Vincente Caputo was orphaned at seventeen years of age. His stonecutter father died from some lifelong hacking lung disease and this event left Vincente an unskilled and unwanted apprentice. He had one treasure left him by his fat
her: a picture postcard from an uncle in America. It was yellowed and brown along the edges and the writing had faded but the picture was as clear as on the day it arrived from America. It showed a view of the Statue of Liberty in New York Harbor. That was all Vincente Caputo knew about America but it was enough.
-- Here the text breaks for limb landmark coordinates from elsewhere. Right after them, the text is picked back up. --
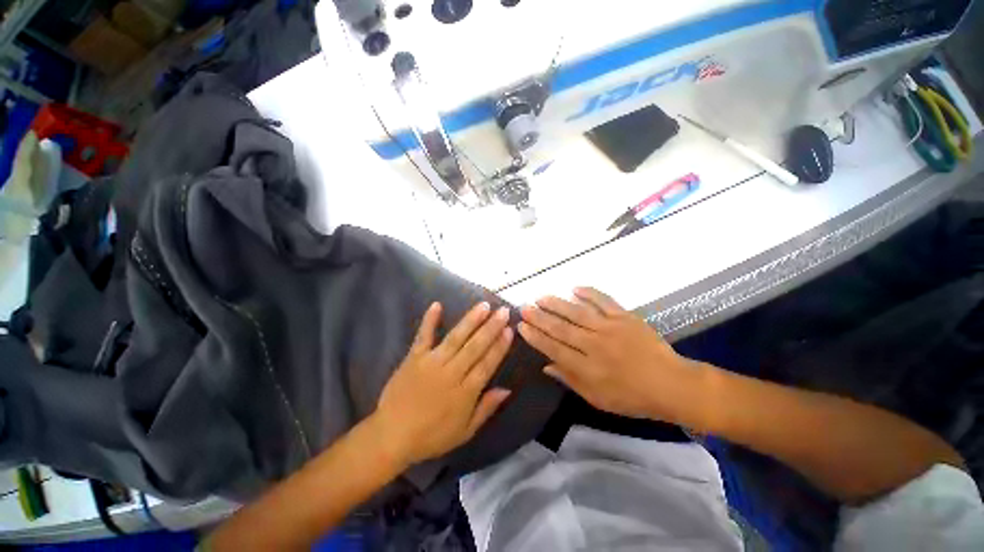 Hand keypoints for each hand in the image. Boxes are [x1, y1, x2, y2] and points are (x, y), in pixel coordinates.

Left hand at [370, 301, 512, 467]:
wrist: (392, 436)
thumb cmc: (431, 436)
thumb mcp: (465, 431)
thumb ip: (487, 409)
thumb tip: (507, 389)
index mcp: (465, 392)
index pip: (488, 363)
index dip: (500, 346)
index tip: (510, 330)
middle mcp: (451, 373)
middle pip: (475, 346)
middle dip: (491, 327)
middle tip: (503, 311)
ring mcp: (431, 363)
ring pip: (455, 338)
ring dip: (471, 320)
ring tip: (483, 306)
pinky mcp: (414, 358)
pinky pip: (423, 336)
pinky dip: (430, 320)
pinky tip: (437, 305)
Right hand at [518, 287, 700, 420]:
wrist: (671, 385)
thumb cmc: (632, 397)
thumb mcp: (597, 399)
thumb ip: (570, 380)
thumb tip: (546, 365)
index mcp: (587, 369)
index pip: (553, 348)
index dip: (535, 337)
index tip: (521, 326)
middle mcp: (595, 346)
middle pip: (561, 328)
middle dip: (539, 318)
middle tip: (524, 308)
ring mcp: (610, 328)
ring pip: (577, 312)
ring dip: (557, 304)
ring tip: (541, 297)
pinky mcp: (625, 317)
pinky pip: (604, 301)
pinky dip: (589, 293)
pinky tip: (575, 288)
For one year he hired out his body at any sort of labor he could get for whatever coin he could come by. He ate whatever he could steal, forage, beg or obtain without spending money. Through many long winter nights, Vincente slept with a cold coin in his mouth and swallowed the copper taste of despair; but when he awakened the next morning, the coin was still his, to be added to his buried hoard, and not in the pocket of some farmer. After one terrible, degrading, unbelievable year—a year which he never spoke of to anyone, ever—Vincente Caputo bought his passage to America.
After some difficulty, he found his uncle, who was a dour and unfriendly man married to a warm and generous woman. His uncle’s wife took him to a place called “the shop” and it was there that Vincente Caputo learned, laboriously, patiently, miraculously, that there was, after all, a kind of magic in his hands. He became, after several years, a highly skilled tailor and a gifted cutter and he was much sought after in the garment industry.
Within ten years, Vincente Caputo had gained some twenty pounds, had acquired a pretty round-faced wife, two sons, three daughters and his citizenship papers. With a passion close to religious fervor, he enlisted in the United States Army on December 8, 1941. On September 6, 1943, Corporal Vincente Caputo marched with the Seventh Army through the towns of the province where he had been born. He was sent as an interpreter along with a lieutenant and a sergeant to seek out information and the cooperation of the local governments and to instruct the population as to how they were to conduct themselves in the presence of American troops.